## EXERCISE REQUIREMENTS
Every line from the one holding "Which roads connect where in the street" through the one holding "Digitize the connectivity" in the data below must be returned exactly, both ends included, with pictures left out and nothing else added.

## SUPPLIED DATA
# # #

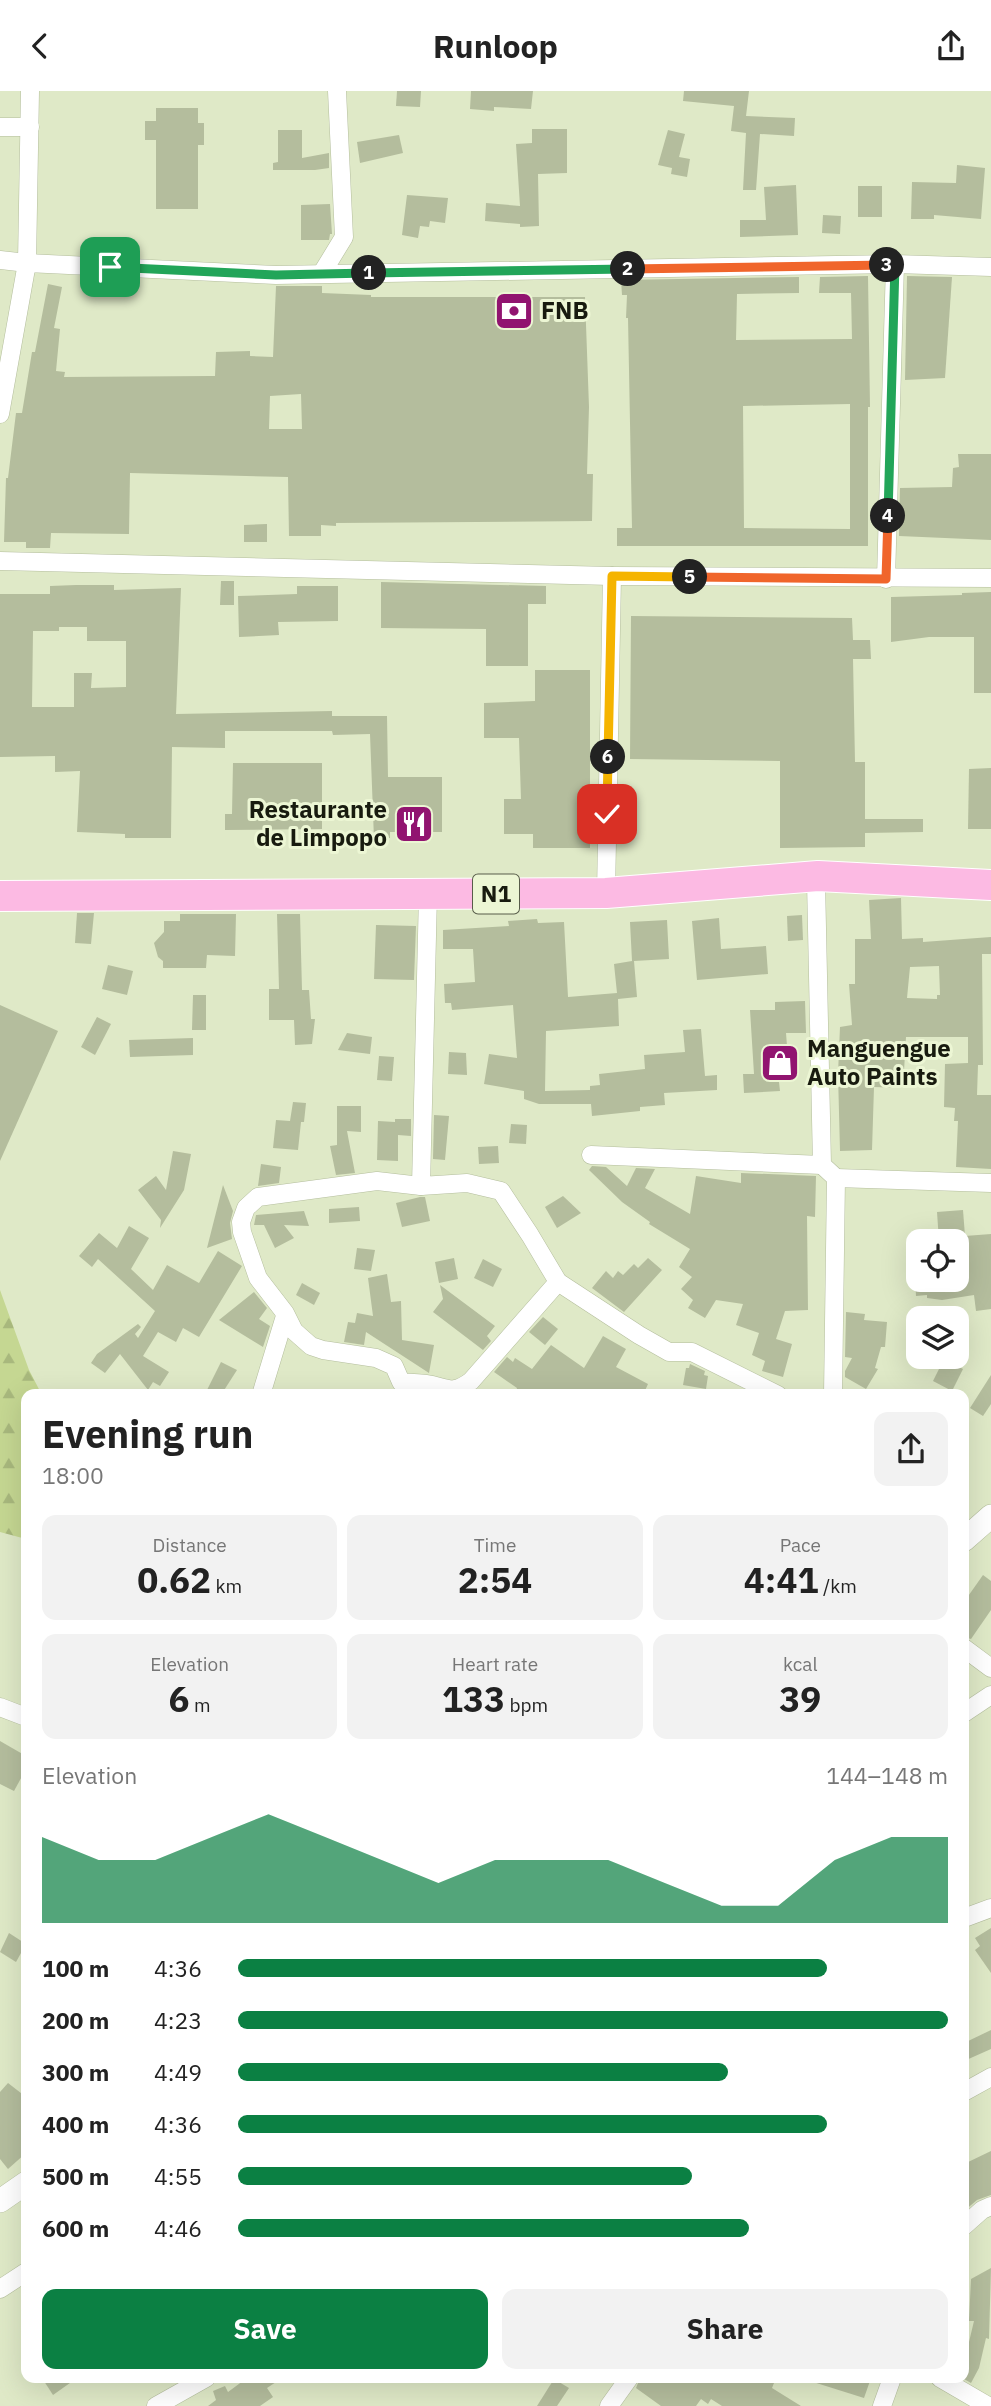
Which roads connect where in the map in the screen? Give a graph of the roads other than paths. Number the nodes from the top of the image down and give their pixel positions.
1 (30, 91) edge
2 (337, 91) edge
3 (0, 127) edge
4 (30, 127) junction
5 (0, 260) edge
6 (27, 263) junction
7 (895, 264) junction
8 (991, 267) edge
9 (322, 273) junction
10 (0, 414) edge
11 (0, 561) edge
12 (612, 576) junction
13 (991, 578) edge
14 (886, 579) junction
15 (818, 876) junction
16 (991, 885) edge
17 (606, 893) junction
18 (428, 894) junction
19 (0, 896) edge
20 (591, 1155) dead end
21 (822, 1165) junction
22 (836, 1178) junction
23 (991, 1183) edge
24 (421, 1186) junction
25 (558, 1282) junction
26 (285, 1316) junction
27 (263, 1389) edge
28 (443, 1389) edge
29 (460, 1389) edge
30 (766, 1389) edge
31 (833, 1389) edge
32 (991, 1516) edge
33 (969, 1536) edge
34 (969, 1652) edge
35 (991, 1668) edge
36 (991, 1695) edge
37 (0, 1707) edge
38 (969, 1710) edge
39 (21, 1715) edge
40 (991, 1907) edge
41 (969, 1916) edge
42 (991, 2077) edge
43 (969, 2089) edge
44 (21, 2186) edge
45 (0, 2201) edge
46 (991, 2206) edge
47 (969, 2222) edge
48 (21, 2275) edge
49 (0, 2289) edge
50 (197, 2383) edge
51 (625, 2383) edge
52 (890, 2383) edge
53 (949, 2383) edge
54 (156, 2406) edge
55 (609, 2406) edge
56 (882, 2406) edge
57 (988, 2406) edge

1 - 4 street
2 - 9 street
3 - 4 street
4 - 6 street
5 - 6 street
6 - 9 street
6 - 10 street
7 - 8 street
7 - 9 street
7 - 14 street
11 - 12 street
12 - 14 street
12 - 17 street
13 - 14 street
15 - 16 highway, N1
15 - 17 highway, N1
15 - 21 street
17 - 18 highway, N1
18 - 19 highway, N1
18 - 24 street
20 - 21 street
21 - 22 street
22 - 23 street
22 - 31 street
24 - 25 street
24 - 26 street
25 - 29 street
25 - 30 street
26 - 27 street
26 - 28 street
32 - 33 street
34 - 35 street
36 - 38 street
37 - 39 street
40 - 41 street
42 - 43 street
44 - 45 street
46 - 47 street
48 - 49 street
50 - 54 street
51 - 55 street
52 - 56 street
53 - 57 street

# # #

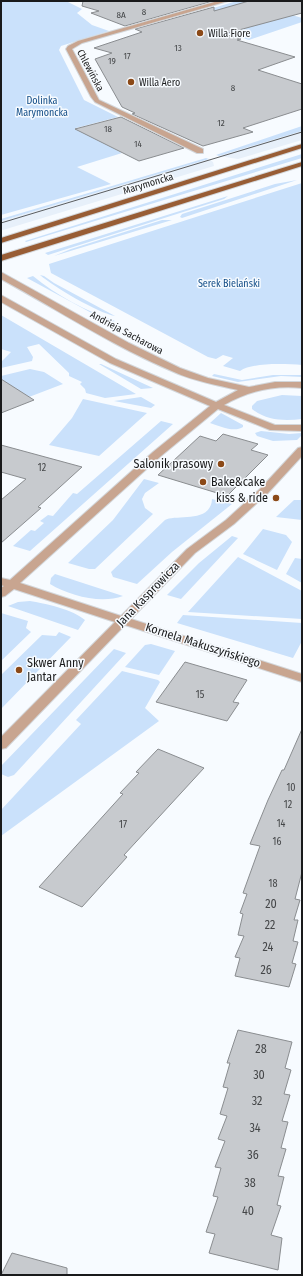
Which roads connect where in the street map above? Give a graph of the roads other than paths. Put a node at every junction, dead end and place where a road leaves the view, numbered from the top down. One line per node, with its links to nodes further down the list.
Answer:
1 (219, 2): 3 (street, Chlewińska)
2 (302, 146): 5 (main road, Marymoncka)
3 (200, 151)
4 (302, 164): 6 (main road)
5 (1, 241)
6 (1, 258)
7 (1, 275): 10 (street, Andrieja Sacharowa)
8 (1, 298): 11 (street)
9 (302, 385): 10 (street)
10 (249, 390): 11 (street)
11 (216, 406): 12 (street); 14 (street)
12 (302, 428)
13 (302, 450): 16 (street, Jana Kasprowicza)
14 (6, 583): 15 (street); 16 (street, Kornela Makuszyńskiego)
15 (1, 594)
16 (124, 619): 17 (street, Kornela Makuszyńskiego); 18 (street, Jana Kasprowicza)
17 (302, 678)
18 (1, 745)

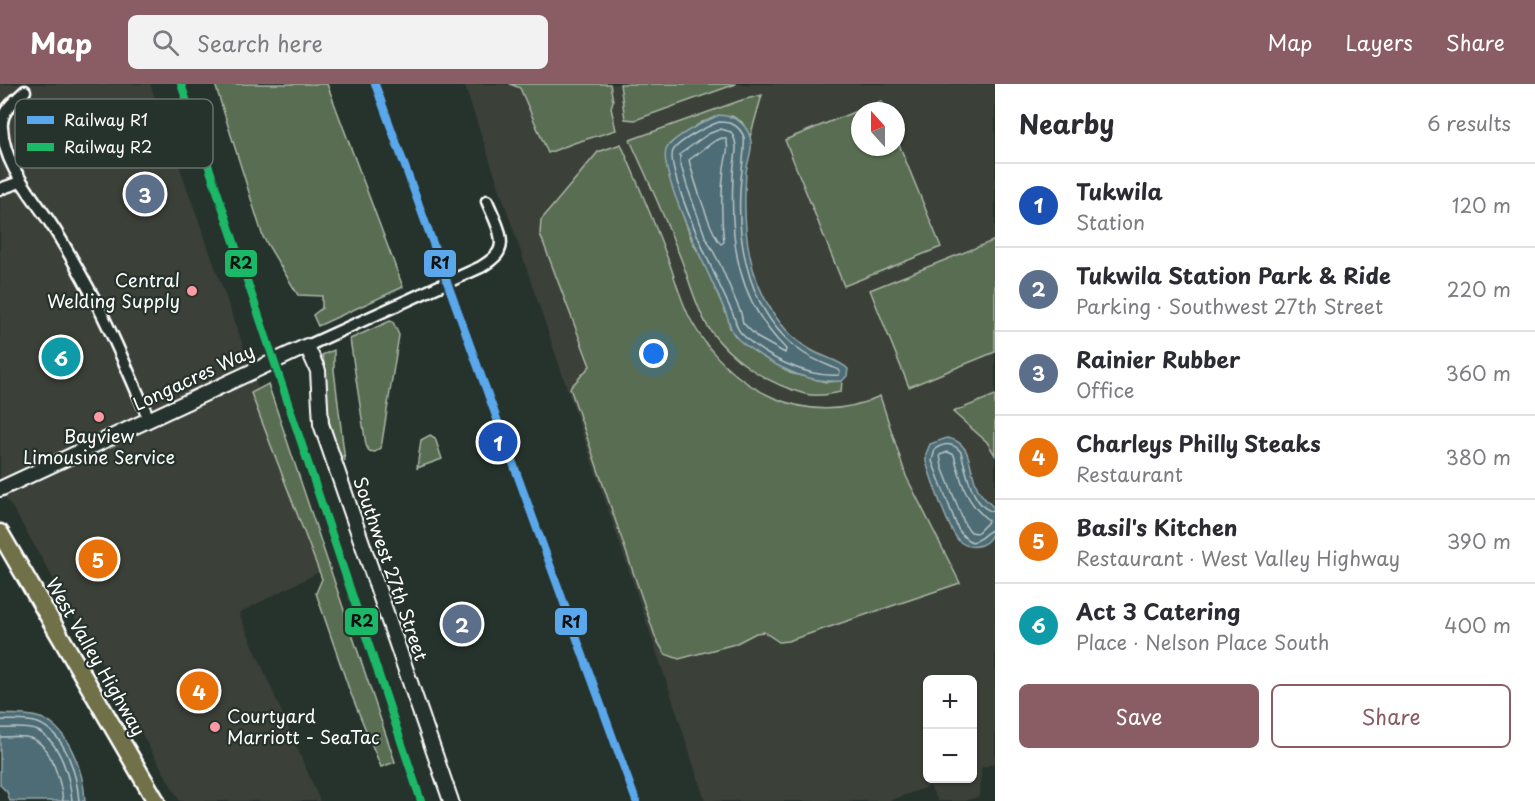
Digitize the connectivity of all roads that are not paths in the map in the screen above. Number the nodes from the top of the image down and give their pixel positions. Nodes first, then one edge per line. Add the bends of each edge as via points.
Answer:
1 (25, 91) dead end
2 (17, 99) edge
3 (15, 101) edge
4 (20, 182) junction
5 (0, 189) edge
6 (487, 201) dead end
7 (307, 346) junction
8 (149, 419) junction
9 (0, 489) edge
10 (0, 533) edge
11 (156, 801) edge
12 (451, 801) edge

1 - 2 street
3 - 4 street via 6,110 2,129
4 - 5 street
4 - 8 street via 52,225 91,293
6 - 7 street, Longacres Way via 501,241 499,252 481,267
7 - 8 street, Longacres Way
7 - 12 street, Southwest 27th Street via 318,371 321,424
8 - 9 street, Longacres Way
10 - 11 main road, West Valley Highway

# # #

## OUTPUT BELOW
Which roads connect where in the street map above? Give a graph of the roads other than paths. Put a node at every junction, dead end and place where a road leaves the view, numbered from the top down. One line per node, with its links to nodes further down the list.
Answer:
1 (219, 2): 3 (street, Chlewińska)
2 (302, 146): 5 (main road, Marymoncka)
3 (200, 151)
4 (302, 164): 6 (main road)
5 (1, 241)
6 (1, 258)
7 (1, 275): 10 (street, Andrieja Sacharowa)
8 (1, 298): 11 (street)
9 (302, 385): 10 (street)
10 (249, 390): 11 (street)
11 (216, 406): 12 (street); 14 (street)
12 (302, 428)
13 (302, 450): 16 (street, Jana Kasprowicza)
14 (6, 583): 15 (street); 16 (street, Kornela Makuszyńskiego)
15 (1, 594)
16 (124, 619): 17 (street, Kornela Makuszyńskiego); 18 (street, Jana Kasprowicza)
17 (302, 678)
18 (1, 745)

Digitize the connectivity of all roads that are not paths in the map in the screen above. Number the nodes from the top of the image down and give their pixel positions. Nodes first, then one edge per line. Add the bends of each edge as via points.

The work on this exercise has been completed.